__Aim of the task__. Could you tally the lines in the listing below that include the word "Canna"? Respond with the total alone.

__Supplied material__.

• • • •

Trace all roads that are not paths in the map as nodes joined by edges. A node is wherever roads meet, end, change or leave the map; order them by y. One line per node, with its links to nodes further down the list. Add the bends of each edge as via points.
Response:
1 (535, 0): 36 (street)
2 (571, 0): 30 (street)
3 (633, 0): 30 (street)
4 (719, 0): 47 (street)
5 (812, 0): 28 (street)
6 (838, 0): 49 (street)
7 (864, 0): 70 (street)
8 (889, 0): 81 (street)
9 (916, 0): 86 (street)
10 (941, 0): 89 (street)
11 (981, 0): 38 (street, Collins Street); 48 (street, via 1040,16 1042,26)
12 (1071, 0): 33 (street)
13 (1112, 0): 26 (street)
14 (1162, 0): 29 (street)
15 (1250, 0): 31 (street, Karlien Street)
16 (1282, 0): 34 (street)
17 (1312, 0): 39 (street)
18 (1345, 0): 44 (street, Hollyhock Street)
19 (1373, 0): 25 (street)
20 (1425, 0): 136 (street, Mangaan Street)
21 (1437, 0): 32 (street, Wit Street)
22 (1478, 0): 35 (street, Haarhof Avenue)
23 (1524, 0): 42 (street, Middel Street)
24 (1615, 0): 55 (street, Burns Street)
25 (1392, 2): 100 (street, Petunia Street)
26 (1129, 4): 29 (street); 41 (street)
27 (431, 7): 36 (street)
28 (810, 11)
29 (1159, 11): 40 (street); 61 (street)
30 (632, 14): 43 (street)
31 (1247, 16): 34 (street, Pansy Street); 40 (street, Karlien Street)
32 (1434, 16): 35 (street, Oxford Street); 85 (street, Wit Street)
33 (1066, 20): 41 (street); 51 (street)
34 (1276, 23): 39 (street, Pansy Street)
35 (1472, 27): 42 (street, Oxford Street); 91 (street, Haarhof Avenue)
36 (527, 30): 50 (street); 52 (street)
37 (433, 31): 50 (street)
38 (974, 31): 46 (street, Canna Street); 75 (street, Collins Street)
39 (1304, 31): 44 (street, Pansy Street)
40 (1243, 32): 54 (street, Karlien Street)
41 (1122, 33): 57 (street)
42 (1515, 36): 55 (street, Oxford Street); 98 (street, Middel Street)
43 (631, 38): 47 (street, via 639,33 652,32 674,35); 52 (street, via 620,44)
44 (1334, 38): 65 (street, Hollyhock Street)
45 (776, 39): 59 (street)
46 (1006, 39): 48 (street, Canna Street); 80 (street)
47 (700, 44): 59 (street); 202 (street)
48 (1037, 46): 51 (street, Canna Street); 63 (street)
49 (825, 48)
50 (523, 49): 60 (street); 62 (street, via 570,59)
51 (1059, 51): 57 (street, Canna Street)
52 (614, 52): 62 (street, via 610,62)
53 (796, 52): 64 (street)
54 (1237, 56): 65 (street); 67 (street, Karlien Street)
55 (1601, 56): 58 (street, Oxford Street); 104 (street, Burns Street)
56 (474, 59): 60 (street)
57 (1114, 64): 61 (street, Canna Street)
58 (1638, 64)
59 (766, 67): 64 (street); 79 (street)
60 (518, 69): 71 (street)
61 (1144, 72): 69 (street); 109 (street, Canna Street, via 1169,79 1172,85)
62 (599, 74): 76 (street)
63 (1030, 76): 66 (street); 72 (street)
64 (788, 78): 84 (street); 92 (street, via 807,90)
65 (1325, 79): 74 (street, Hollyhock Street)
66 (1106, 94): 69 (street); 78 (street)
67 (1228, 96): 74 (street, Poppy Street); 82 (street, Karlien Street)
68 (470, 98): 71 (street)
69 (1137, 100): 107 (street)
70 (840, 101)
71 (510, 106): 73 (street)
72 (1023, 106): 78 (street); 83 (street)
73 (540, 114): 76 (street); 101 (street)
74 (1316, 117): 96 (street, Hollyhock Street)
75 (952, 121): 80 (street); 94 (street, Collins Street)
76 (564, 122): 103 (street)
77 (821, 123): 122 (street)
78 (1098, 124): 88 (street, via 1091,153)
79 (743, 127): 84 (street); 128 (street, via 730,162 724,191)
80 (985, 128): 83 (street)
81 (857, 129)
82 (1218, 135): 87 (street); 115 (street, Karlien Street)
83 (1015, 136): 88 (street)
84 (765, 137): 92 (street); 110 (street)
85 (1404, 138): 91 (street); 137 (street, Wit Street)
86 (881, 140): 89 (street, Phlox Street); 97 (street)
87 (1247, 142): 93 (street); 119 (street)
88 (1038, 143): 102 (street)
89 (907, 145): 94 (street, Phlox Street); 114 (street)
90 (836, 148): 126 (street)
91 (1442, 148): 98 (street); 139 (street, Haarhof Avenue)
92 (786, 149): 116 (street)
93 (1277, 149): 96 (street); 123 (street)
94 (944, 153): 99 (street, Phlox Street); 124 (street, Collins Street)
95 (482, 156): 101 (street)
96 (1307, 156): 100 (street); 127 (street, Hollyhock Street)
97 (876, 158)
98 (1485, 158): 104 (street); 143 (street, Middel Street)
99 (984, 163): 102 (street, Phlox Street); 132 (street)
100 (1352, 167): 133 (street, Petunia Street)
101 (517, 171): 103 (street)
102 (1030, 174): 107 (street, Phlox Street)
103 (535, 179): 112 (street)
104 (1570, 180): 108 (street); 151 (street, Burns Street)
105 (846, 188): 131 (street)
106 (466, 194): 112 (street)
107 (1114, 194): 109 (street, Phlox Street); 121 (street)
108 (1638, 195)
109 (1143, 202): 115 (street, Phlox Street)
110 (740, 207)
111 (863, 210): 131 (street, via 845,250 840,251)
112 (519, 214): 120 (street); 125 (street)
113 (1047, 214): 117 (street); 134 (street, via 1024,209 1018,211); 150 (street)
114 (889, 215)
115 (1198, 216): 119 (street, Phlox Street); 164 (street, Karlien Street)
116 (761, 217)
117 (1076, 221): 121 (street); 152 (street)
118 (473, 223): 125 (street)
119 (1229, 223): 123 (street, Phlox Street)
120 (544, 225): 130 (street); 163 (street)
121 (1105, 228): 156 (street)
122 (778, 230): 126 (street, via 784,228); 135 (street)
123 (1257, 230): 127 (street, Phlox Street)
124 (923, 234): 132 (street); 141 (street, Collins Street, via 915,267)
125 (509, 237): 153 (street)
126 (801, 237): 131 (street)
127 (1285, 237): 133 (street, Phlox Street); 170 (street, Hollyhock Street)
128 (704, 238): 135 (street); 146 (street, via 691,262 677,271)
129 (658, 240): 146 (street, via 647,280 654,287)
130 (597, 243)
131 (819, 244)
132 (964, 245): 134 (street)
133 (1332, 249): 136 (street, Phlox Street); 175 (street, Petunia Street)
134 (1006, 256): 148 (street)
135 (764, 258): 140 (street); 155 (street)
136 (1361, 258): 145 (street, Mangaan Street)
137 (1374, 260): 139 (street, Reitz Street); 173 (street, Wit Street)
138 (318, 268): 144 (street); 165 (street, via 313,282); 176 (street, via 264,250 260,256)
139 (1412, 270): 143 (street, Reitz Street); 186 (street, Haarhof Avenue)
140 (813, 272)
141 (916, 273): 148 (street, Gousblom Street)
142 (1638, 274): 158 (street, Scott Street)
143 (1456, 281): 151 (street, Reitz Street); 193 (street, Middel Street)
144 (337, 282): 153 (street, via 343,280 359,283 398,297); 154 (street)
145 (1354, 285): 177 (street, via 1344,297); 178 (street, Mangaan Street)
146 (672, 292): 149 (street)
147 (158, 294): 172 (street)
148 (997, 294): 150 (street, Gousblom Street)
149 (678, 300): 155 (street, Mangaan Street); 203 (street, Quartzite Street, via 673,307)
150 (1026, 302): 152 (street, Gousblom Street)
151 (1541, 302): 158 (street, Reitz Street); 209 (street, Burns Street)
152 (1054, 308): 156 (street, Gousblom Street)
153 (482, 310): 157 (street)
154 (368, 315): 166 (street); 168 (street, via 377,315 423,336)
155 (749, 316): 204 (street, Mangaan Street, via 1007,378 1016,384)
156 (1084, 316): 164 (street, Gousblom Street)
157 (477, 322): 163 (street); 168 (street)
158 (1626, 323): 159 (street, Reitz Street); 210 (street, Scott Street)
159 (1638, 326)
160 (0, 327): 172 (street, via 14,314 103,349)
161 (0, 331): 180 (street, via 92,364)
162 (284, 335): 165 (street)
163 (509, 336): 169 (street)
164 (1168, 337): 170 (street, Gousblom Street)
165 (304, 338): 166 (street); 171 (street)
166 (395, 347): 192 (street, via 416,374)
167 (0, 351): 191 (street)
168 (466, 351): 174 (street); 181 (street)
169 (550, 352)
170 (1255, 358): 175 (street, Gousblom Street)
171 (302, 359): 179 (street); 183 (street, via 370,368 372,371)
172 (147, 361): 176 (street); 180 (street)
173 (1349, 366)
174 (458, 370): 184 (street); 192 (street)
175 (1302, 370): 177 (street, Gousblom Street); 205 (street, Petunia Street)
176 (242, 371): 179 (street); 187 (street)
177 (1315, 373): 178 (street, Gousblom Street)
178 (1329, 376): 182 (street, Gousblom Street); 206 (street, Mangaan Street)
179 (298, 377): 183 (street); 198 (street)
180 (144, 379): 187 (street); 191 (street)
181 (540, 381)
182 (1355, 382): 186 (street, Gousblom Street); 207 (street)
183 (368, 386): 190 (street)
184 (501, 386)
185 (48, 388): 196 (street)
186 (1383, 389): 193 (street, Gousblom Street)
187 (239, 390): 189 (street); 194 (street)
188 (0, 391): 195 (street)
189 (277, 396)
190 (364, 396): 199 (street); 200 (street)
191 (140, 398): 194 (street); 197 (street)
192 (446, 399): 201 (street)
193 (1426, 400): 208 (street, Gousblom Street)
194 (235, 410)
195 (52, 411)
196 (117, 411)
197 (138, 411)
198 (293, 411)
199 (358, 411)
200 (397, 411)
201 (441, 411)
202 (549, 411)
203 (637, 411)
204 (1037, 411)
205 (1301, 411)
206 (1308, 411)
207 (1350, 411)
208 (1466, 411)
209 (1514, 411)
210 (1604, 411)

• • • •

__Result of the task__. 6